* **Problem details**: Please transcribe the data that follows without the pictures, keeping every word the same.

* **Given data**:
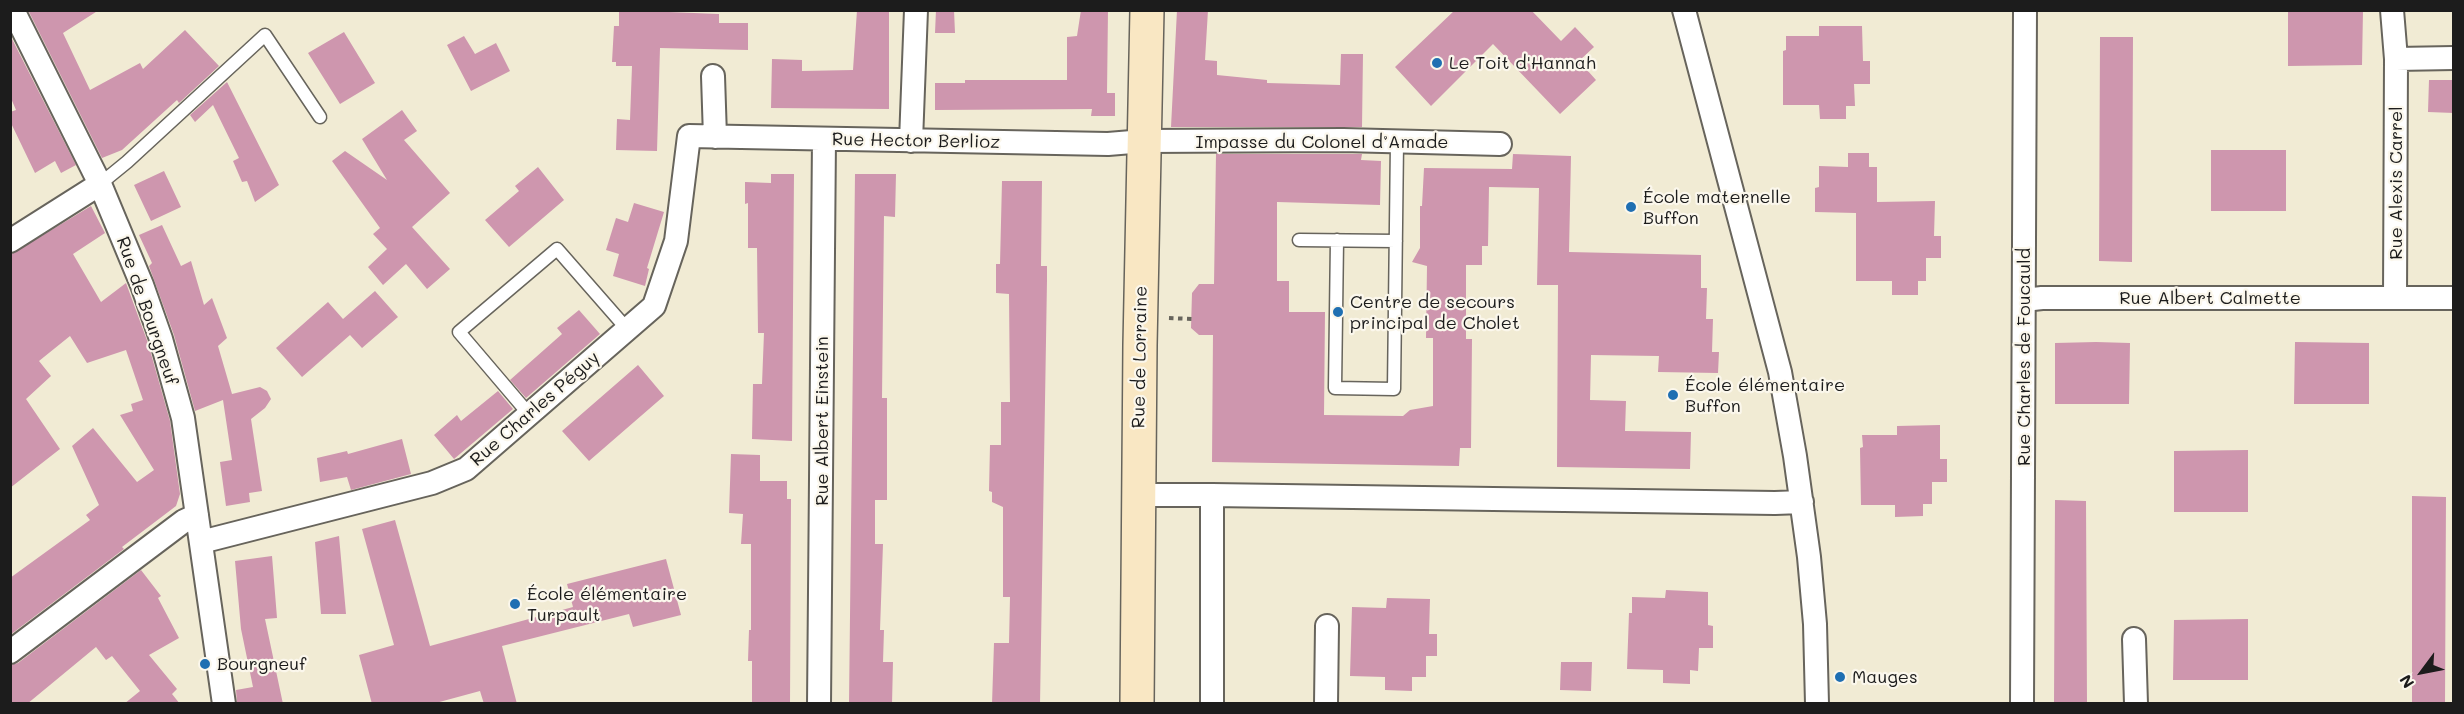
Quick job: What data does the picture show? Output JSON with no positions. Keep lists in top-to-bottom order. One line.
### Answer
{"streets":{"main road":["Rue de Lorraine"],"street":["Rue Hector Berlioz","Impasse du Colonel d’Amade","Rue Alexis Carrel","Rue Albert Calmette","Rue de Bourgneuf","Rue Charles de Foucauld","Rue Charles Péguy","Rue Albert Einstein"]},"crossings":[["Rue Hector Berlioz","Impasse du Colonel d’Amade"],["Rue Hector Berlioz","Rue de Lorraine"],["Rue Hector Berlioz","Rue Charles Péguy"],["Rue Hector Berlioz","Rue Albert Einstein"],["Impasse du Colonel d’Amade","Rue de Lorraine"],["Rue Alexis Carrel","Rue Albert Calmette"],["Rue Albert Calmette","Rue Charles de Foucauld"],["Rue de Bourgneuf","Rue Charles Péguy"]],"places":["Le Toit d'Hannah","École maternelle Buffon","Centre de secours principal de Cholet","École élémentaire Buffon","École élémentaire Turpault","Bourgneuf","Mauges"],"north":"bottom left"}
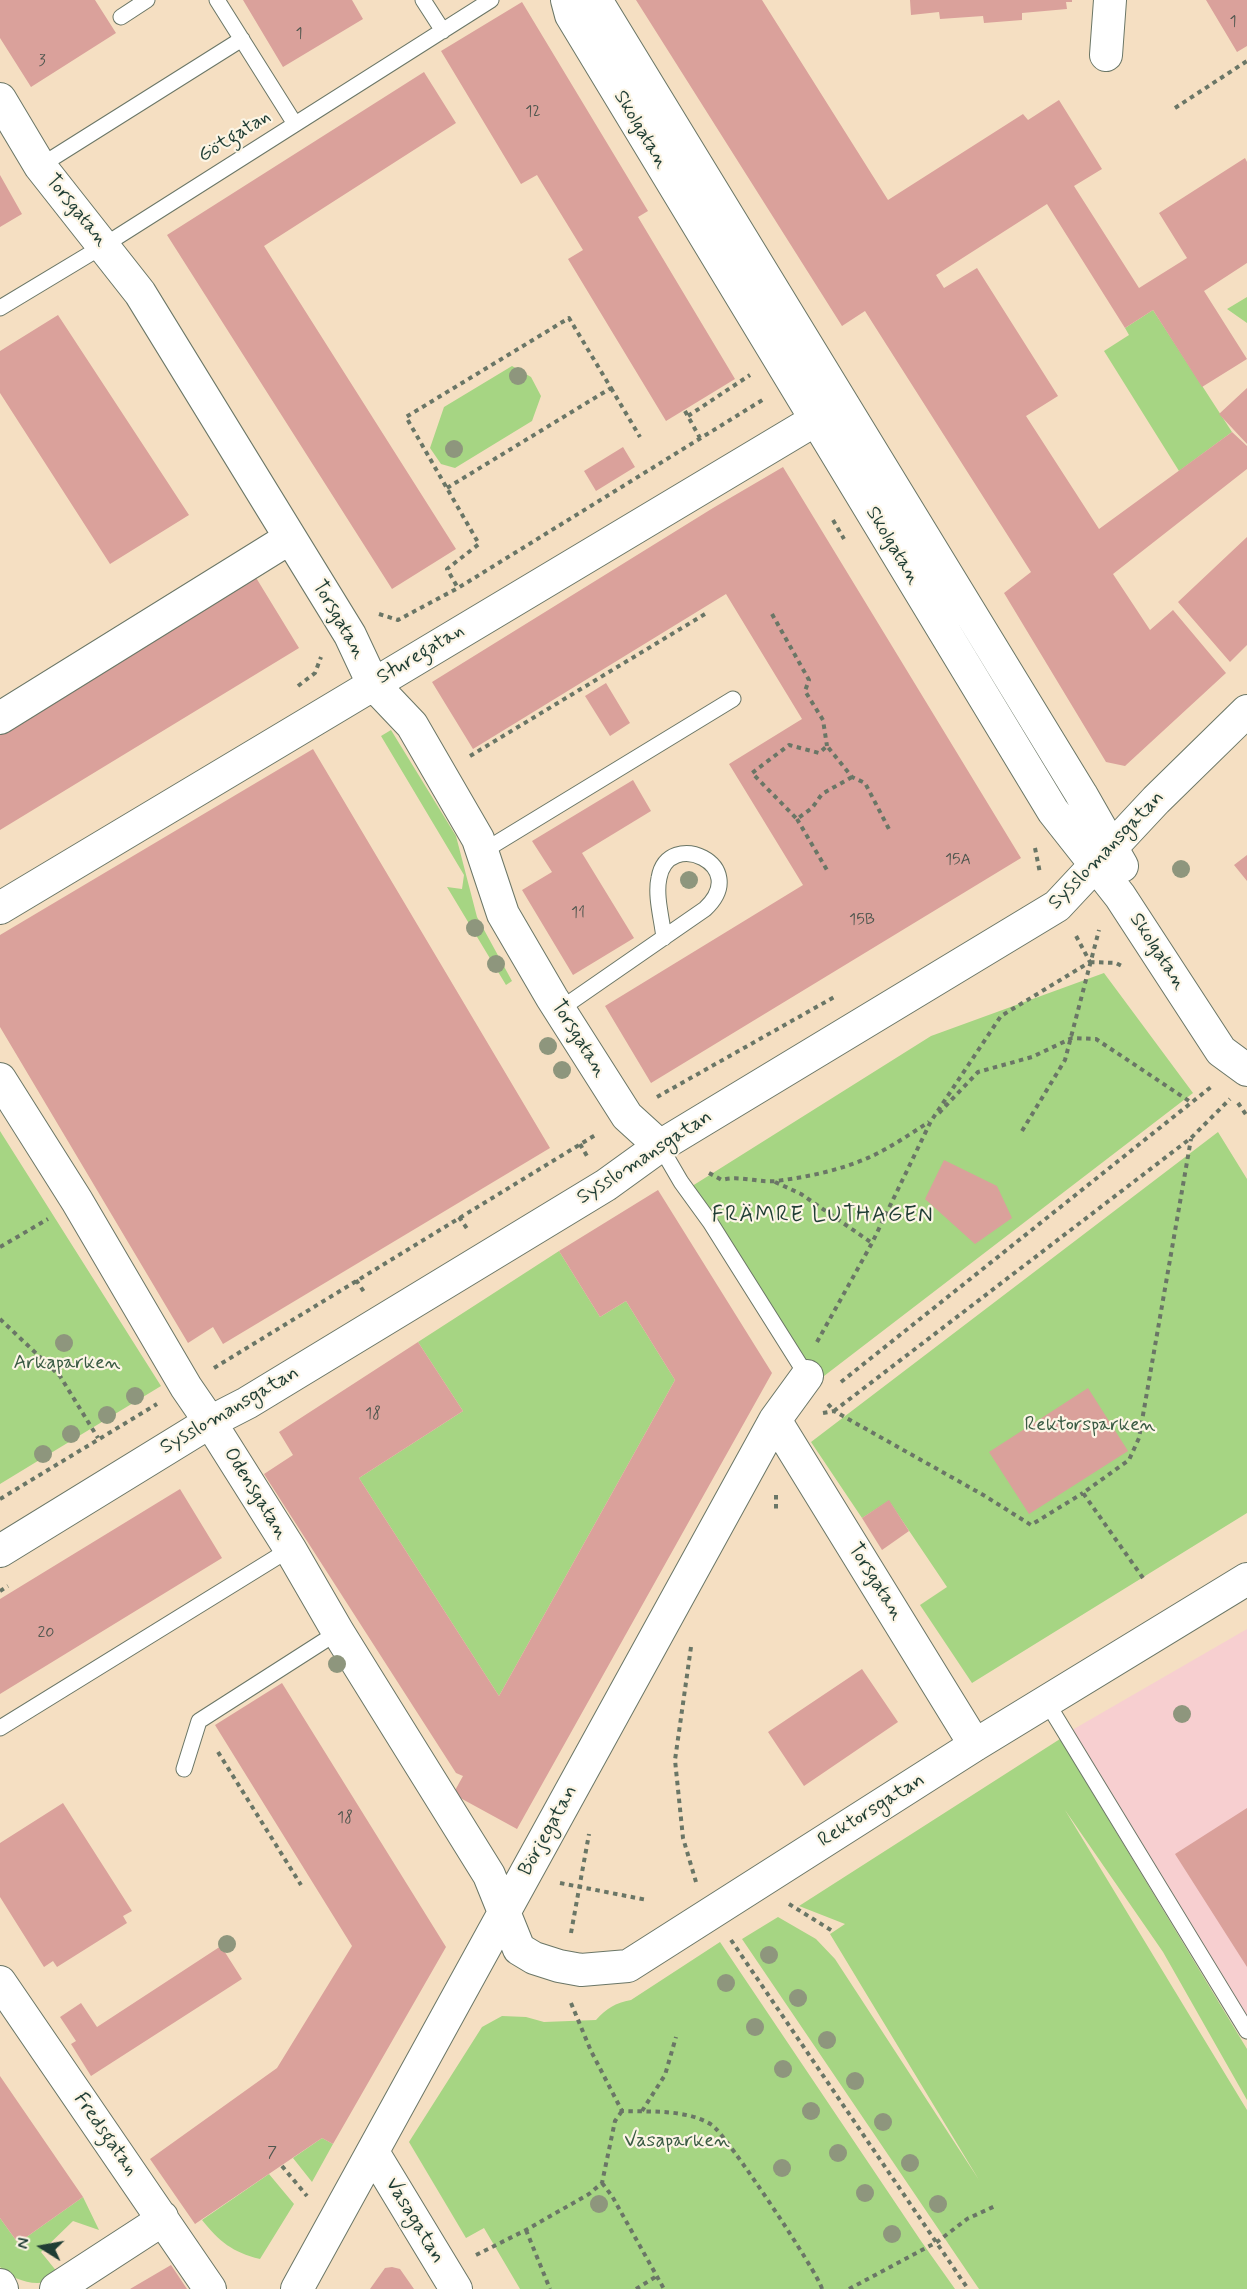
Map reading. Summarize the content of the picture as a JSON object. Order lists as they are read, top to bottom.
{
  "streets": {
    "street": [
      "Skolgatan",
      "Torsgatan",
      "Sturegatan",
      "Sysslomansgatan",
      "Odensgatan",
      "Rektorsgatan",
      "Börjegatan",
      "Fredsgatan",
      "Vasagatan"
    ],
    "lane": ["Götgatan"]
  },
  "crossings": [
    ["Skolgatan", "Sturegatan"],
    ["Skolgatan", "Sysslomansgatan"],
    ["Götgatan", "Torsgatan"],
    ["Torsgatan", "Sturegatan"],
    ["Torsgatan", "Sysslomansgatan"],
    ["Torsgatan", "Rektorsgatan"],
    ["Torsgatan", "Börjegatan"],
    ["Sysslomansgatan", "Odensgatan"],
    ["Odensgatan", "Rektorsgatan"],
    ["Odensgatan", "Börjegatan"],
    ["Rektorsgatan", "Börjegatan"],
    ["Börjegatan", "Vasagatan"]
  ],
  "districts": ["FRÄMRE LUTHAGEN"],
  "parks": ["Arkaparken", "Rektorsparken", "Vasaparken"],
  "house_numbers": [
    "1",
    "1",
    "3",
    "12",
    "15A",
    "11",
    "15B",
    "18",
    "20",
    "18",
    "7"
  ],
  "north": "left"
}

* **Result below**:
Quick job: What data does the picture show? Output JSON with no positions. Keep lists in top-to-bottom order. One line.
### Answer
{"streets":{"main road":["Rue de Lorraine"],"street":["Rue Hector Berlioz","Impasse du Colonel d’Amade","Rue Alexis Carrel","Rue Albert Calmette","Rue de Bourgneuf","Rue Charles de Foucauld","Rue Charles Péguy","Rue Albert Einstein"]},"crossings":[["Rue Hector Berlioz","Impasse du Colonel d’Amade"],["Rue Hector Berlioz","Rue de Lorraine"],["Rue Hector Berlioz","Rue Charles Péguy"],["Rue Hector Berlioz","Rue Albert Einstein"],["Impasse du Colonel d’Amade","Rue de Lorraine"],["Rue Alexis Carrel","Rue Albert Calmette"],["Rue Albert Calmette","Rue Charles de Foucauld"],["Rue de Bourgneuf","Rue Charles Péguy"]],"places":["Le Toit d'Hannah","École maternelle Buffon","Centre de secours principal de Cholet","École élémentaire Buffon","École élémentaire Turpault","Bourgneuf","Mauges"],"north":"bottom left"}
Map reading. Summarize the content of the picture as a JSON object. Order lists as they are read, top to bottom.
{
  "streets": {
    "street": [
      "Skolgatan",
      "Torsgatan",
      "Sturegatan",
      "Sysslomansgatan",
      "Odensgatan",
      "Rektorsgatan",
      "Börjegatan",
      "Fredsgatan",
      "Vasagatan"
    ],
    "lane": ["Götgatan"]
  },
  "crossings": [
    ["Skolgatan", "Sturegatan"],
    ["Skolgatan", "Sysslomansgatan"],
    ["Götgatan", "Torsgatan"],
    ["Torsgatan", "Sturegatan"],
    ["Torsgatan", "Sysslomansgatan"],
    ["Torsgatan", "Rektorsgatan"],
    ["Torsgatan", "Börjegatan"],
    ["Sysslomansgatan", "Odensgatan"],
    ["Odensgatan", "Rektorsgatan"],
    ["Odensgatan", "Börjegatan"],
    ["Rektorsgatan", "Börjegatan"],
    ["Börjegatan", "Vasagatan"]
  ],
  "districts": ["FRÄMRE LUTHAGEN"],
  "parks": ["Arkaparken", "Rektorsparken", "Vasaparken"],
  "house_numbers": [
    "1",
    "1",
    "3",
    "12",
    "15A",
    "11",
    "15B",
    "18",
    "20",
    "18",
    "7"
  ],
  "north": "left"
}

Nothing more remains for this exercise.